(Records from a collection)
::::::::::

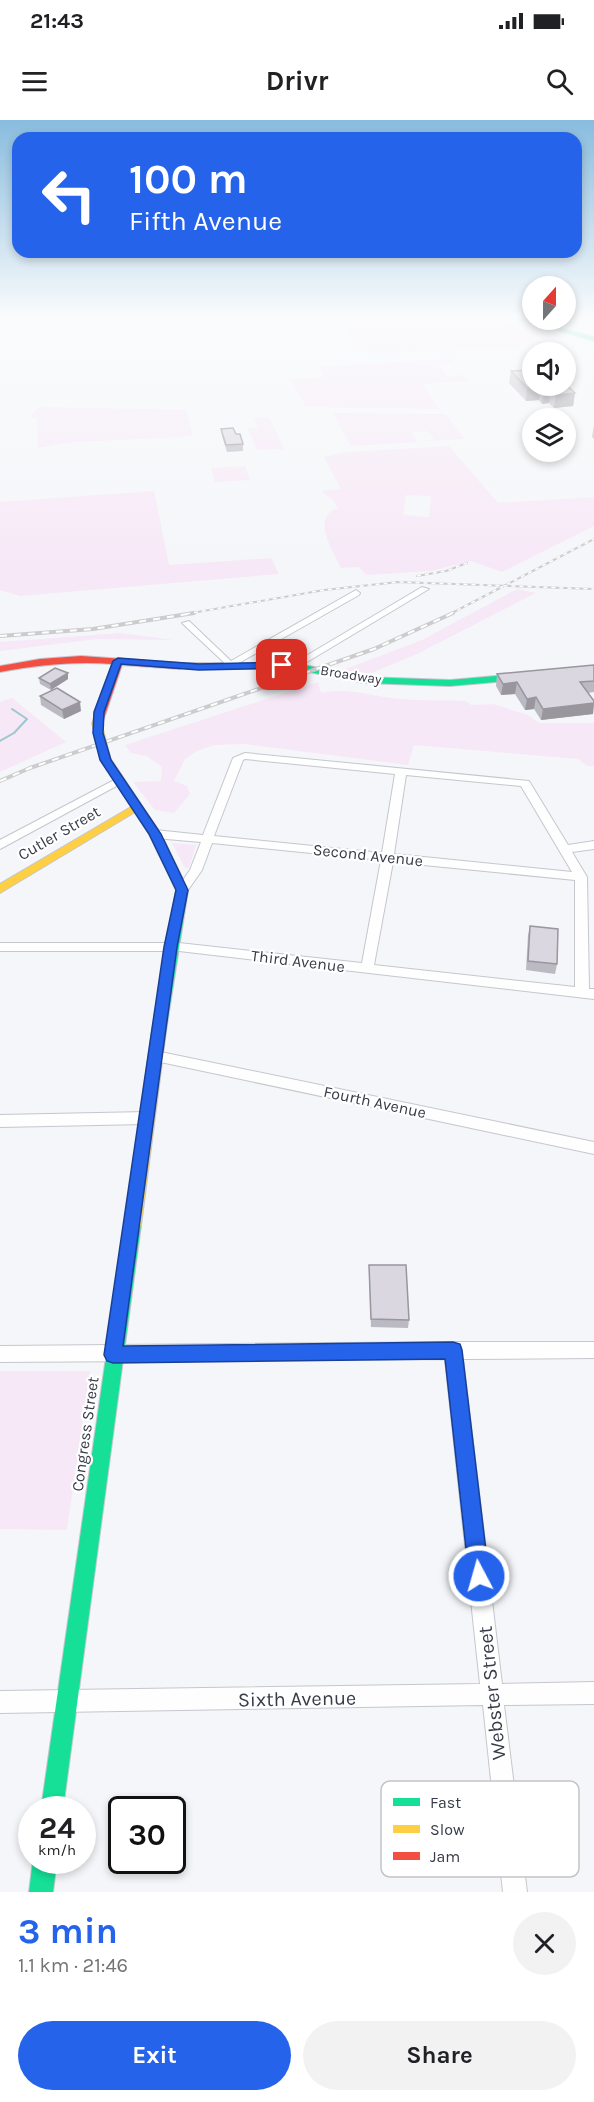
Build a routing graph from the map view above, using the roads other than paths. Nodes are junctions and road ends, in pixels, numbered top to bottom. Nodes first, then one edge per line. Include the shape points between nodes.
1 (425, 589) dead end
2 (356, 593) dead end
3 (186, 623) dead end
4 (118, 661) junction
5 (230, 666) junction
6 (294, 666) junction
7 (0, 669) edge
8 (533, 676) edge
9 (401, 771) junction
10 (118, 781) junction
11 (136, 807) junction
12 (155, 834) junction
13 (208, 839) junction
14 (594, 844) edge
15 (0, 845) edge
16 (566, 849) junction
17 (387, 857) junction
18 (581, 877) junction
19 (2, 883) edge
20 (182, 890) junction
21 (0, 947) edge
22 (171, 947) junction
23 (366, 969) junction
24 (588, 993) edge
25 (156, 1056) junction
26 (146, 1118) junction
27 (0, 1120) edge
28 (594, 1148) edge
29 (453, 1350) junction
30 (594, 1350) edge
31 (0, 1354) edge
32 (113, 1355) junction
33 (594, 1693) edge
34 (492, 1695) junction
35 (0, 1702) edge
36 (65, 1702) junction
37 (502, 1781) edge
38 (54, 1796) edge
39 (43, 1874) edge
40 (513, 1877) edge
41 (41, 1892) edge
42 (515, 1892) edge

1 - 6 street
2 - 5 street
3 - 5 street
4 - 5 main road, Broadway
4 - 7 main road, Broadway via 57,660
4 - 10 main road, bridge via 97,724 106,760
5 - 6 main road, Broadway
6 - 8 main road, Broadway via 371,680 455,683
9 - 13 street via 238,758
9 - 16 street via 525,783
9 - 17 street
10 - 11 main road
10 - 15 street
11 - 12 main road
11 - 19 main road, Cutler Street
12 - 13 street, Second Avenue
12 - 20 main road
13 - 17 street, Second Avenue
13 - 20 street via 196,870
14 - 16 street
16 - 18 street
17 - 18 street, Second Avenue
17 - 23 street
18 - 24 street
20 - 22 main road, Congress Street
21 - 22 street, Third Avenue
22 - 23 street, Third Avenue
22 - 25 main road, Congress Street
23 - 24 street, Third Avenue
25 - 26 main road, Congress Street
25 - 28 street, Fourth Avenue
26 - 27 street
26 - 32 main road, Congress Street
29 - 30 street
29 - 32 street
29 - 34 street, Webster Street
31 - 32 street
32 - 36 main road, Congress Street
33 - 34 street, Sixth Avenue
34 - 36 street, Sixth Avenue
34 - 37 street, Webster Street
35 - 36 street, Sixth Avenue
36 - 38 main road, Congress Street
39 - 41 main road
40 - 42 street, Webster Street

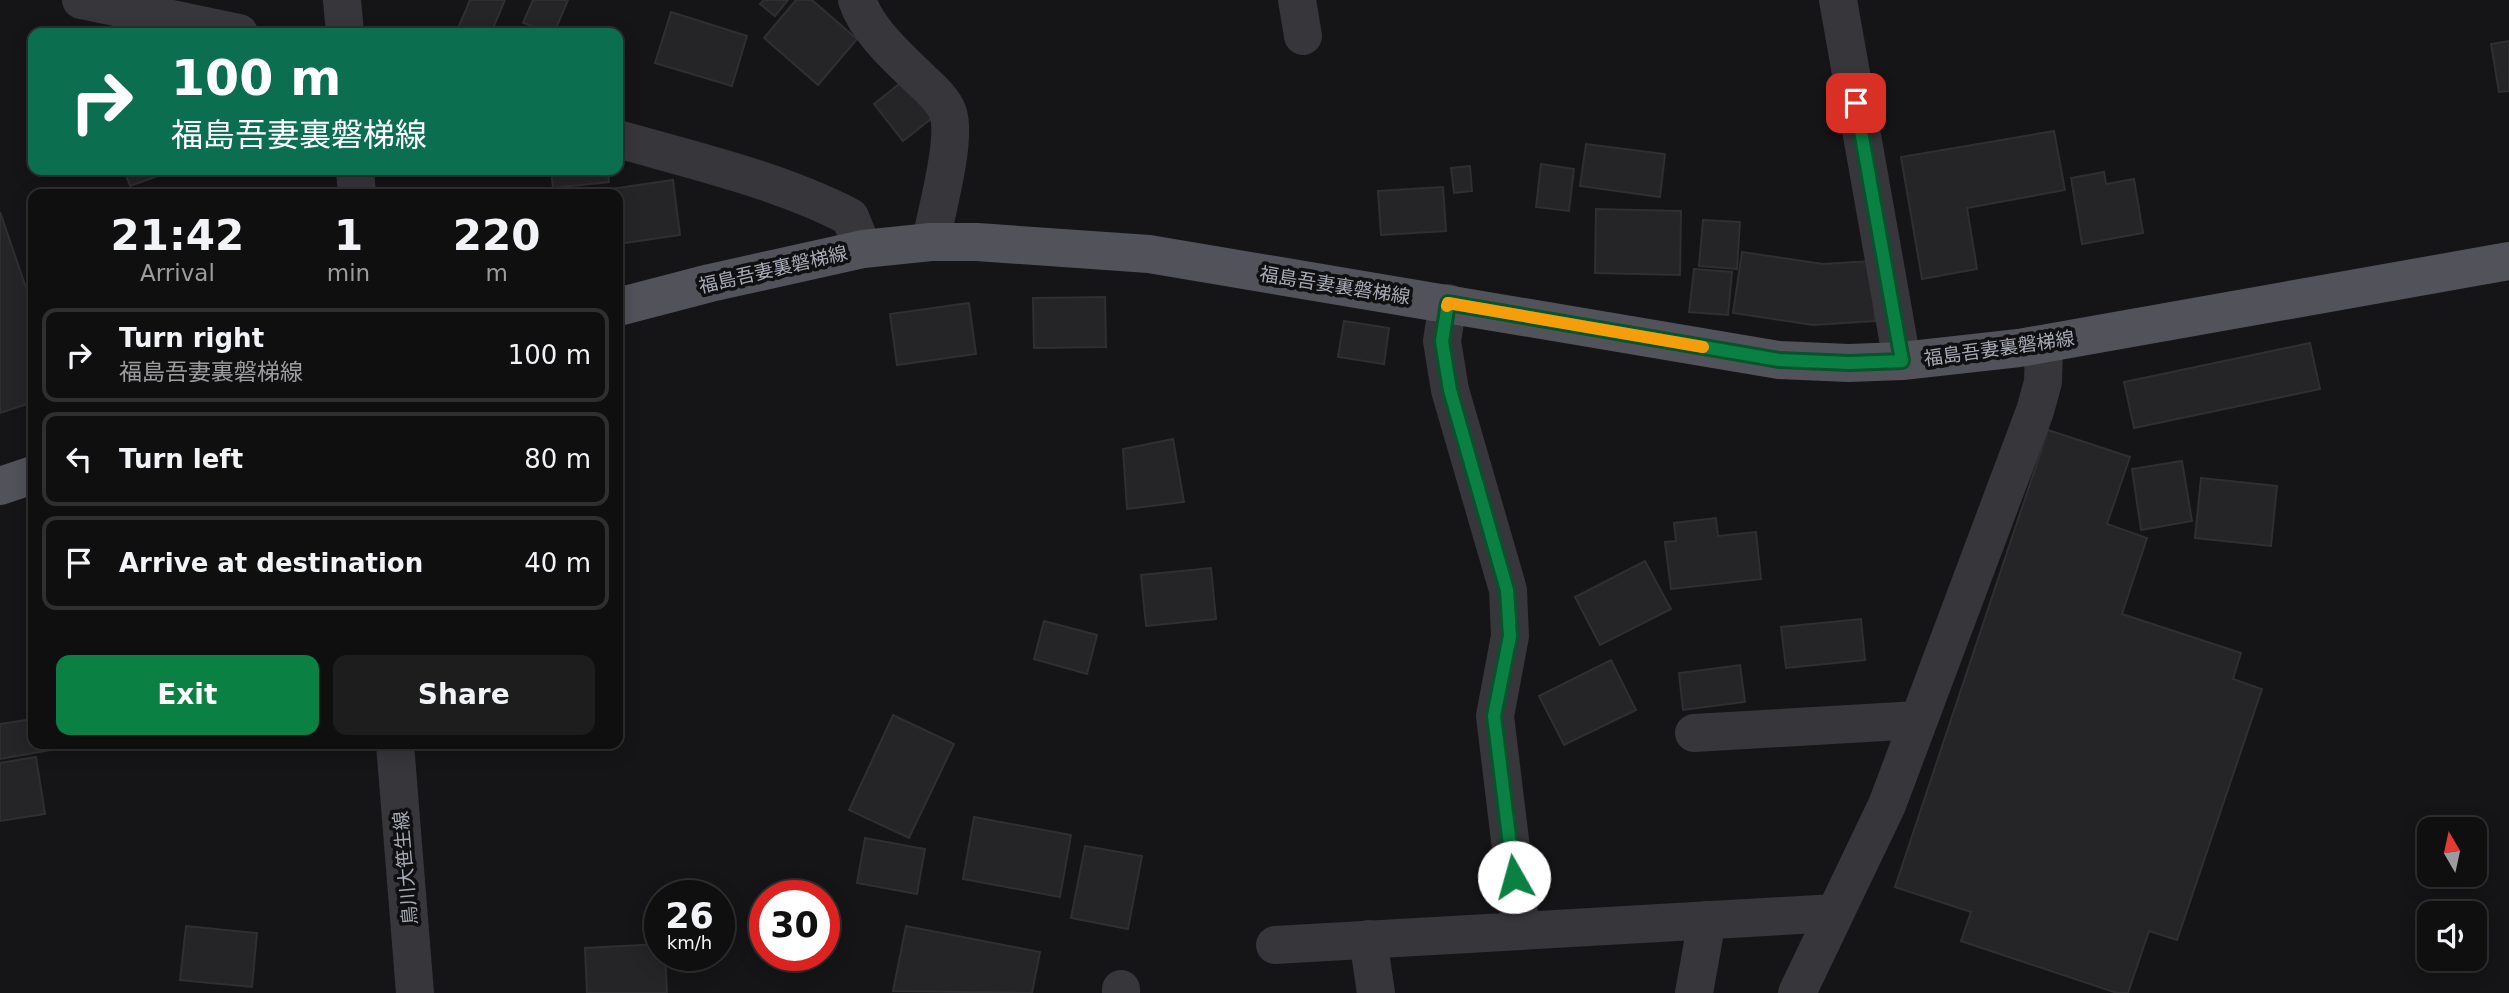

::::::::::

→ HOW TO COMPLETE THIS TASK:
Each entry must be reproduced word for word, and any image among them left out.

→ THE COMPLETED TASK:
Build a routing graph from the map view above, using the roads other than paths. Nodes are junctions and road ends, in pixels, numbered top to bottom. Nodes first, then one edge per line. Include the shape points between nodes.
1 (425, 589) dead end
2 (356, 593) dead end
3 (186, 623) dead end
4 (118, 661) junction
5 (230, 666) junction
6 (294, 666) junction
7 (0, 669) edge
8 (533, 676) edge
9 (401, 771) junction
10 (118, 781) junction
11 (136, 807) junction
12 (155, 834) junction
13 (208, 839) junction
14 (594, 844) edge
15 (0, 845) edge
16 (566, 849) junction
17 (387, 857) junction
18 (581, 877) junction
19 (2, 883) edge
20 (182, 890) junction
21 (0, 947) edge
22 (171, 947) junction
23 (366, 969) junction
24 (588, 993) edge
25 (156, 1056) junction
26 (146, 1118) junction
27 (0, 1120) edge
28 (594, 1148) edge
29 (453, 1350) junction
30 (594, 1350) edge
31 (0, 1354) edge
32 (113, 1355) junction
33 (594, 1693) edge
34 (492, 1695) junction
35 (0, 1702) edge
36 (65, 1702) junction
37 (502, 1781) edge
38 (54, 1796) edge
39 (43, 1874) edge
40 (513, 1877) edge
41 (41, 1892) edge
42 (515, 1892) edge

1 - 6 street
2 - 5 street
3 - 5 street
4 - 5 main road, Broadway
4 - 7 main road, Broadway via 57,660
4 - 10 main road, bridge via 97,724 106,760
5 - 6 main road, Broadway
6 - 8 main road, Broadway via 371,680 455,683
9 - 13 street via 238,758
9 - 16 street via 525,783
9 - 17 street
10 - 11 main road
10 - 15 street
11 - 12 main road
11 - 19 main road, Cutler Street
12 - 13 street, Second Avenue
12 - 20 main road
13 - 17 street, Second Avenue
13 - 20 street via 196,870
14 - 16 street
16 - 18 street
17 - 18 street, Second Avenue
17 - 23 street
18 - 24 street
20 - 22 main road, Congress Street
21 - 22 street, Third Avenue
22 - 23 street, Third Avenue
22 - 25 main road, Congress Street
23 - 24 street, Third Avenue
25 - 26 main road, Congress Street
25 - 28 street, Fourth Avenue
26 - 27 street
26 - 32 main road, Congress Street
29 - 30 street
29 - 32 street
29 - 34 street, Webster Street
31 - 32 street
32 - 36 main road, Congress Street
33 - 34 street, Sixth Avenue
34 - 36 street, Sixth Avenue
34 - 37 street, Webster Street
35 - 36 street, Sixth Avenue
36 - 38 main road, Congress Street
39 - 41 main road
40 - 42 street, Webster Street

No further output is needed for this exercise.